Discriminatory penalties at the intersection of race and gender in the United States

Tuesday, August 7, 2018
Washington Center for Equitable Growth

Race and gender disparities in wages are a relentless and troubling feature of U.S. labor markets. Economists have investigated the gender wage gap and racial wage gap for more than half a century, yet most empirical research still considers these two types of wage gaps in relative isolation, treating race and gender wage gaps separately. Examining these two wage gaps through the lens of intersectional theory, however, enables researchers to understand how workers with multiple socially salient identities such as race and gender are affected in ways that are qualitatively different from the mere sum of the effects of each identity taken separately on outcomes in U.S. labor markets.1

Intriguingly, the intersectionality of race and gender and the comparative advantage or disadvantage for individuals holding multiple identities are topics that are increasingly more common in the press.2 A recent article in the Washington Post on the gender pay gap observed that “women of color get hit twice: they suffer the effects of the gender wage gap plus those of the racial wage gap.” Others emphasize how focusing on one socially salient identity such as gender alone overlooks the importance of holding multiple identities. In The Atlantic, for example, Adia Harvey Wingfield challenges the “now famous” statistic that women make 79 cents on the dollar vis-á-vis men, arguing that “it obscures even wider gaps faced by women of color.” And a recent op-ed in the New York Times acknowledges that penalties or privileges associated with certain identities depend on the bundle of identities that the individual holds, noting that “the racial pay gap is narrower among women” in comparison to men.
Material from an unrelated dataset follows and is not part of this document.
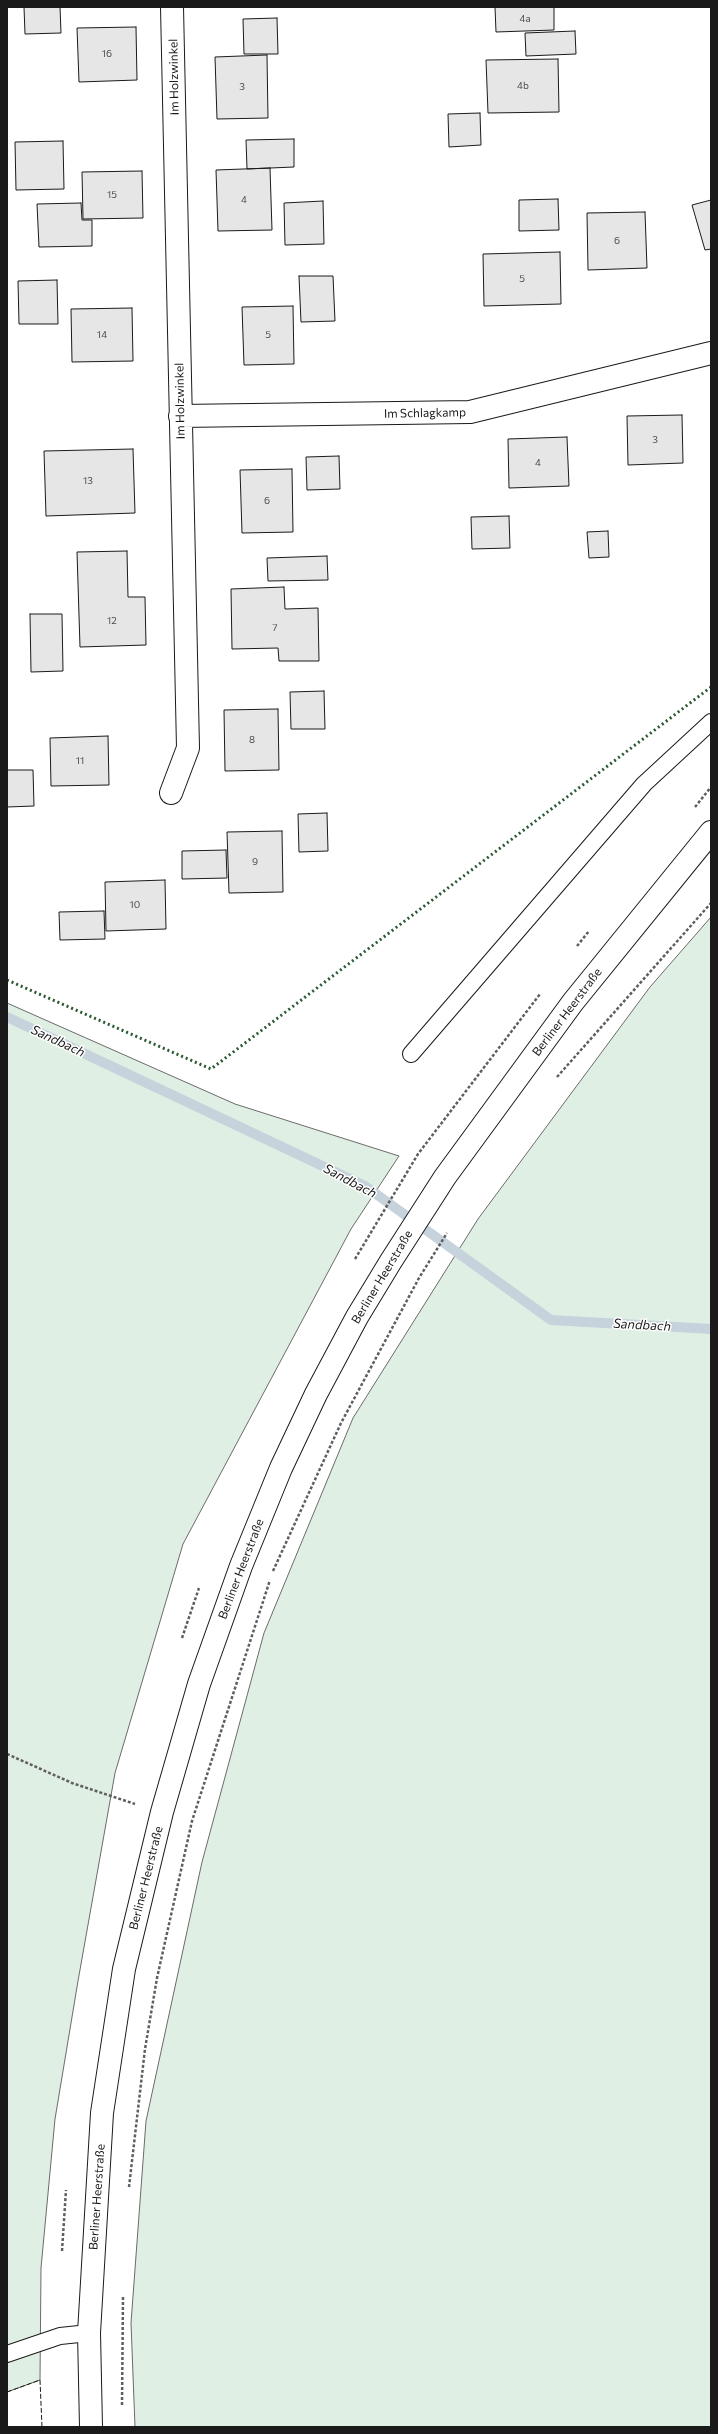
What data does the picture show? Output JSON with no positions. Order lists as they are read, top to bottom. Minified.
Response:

A new working paper made possible with the generous support of the Nathan Cummings Foundation, “Returns in the Labor Market: A Nuanced View of Penalties at the Intersection of Race and Gender,” seeks to quantify some of the insights from intersectional theory and critical race theory in order to more thoroughly examine what many in the press already understand intuitively. Specifically, we investigate whether the magnitude of the gender and racial wage gaps varies across group identity. Do blacks and whites face different gender wage gaps? Do men and women face different racial wage gaps? We then present evidence that holding multiple identities cannot readily be disaggregated in an additive fashion, but rather the penalties associated with holding a combination of two or more socially marginalized identities interact in more quantitatively nuanced ways.

Our work provides a robust illustration of why economists should take intersectionality theory seriously in their analyses of labor market discrimination moving forward. We seek to deepen the understanding of how the possession of one socially salient identity such as being a woman or being black may oversimplify the effects of the complex of social identities that interact in ways which researchers still need to identify.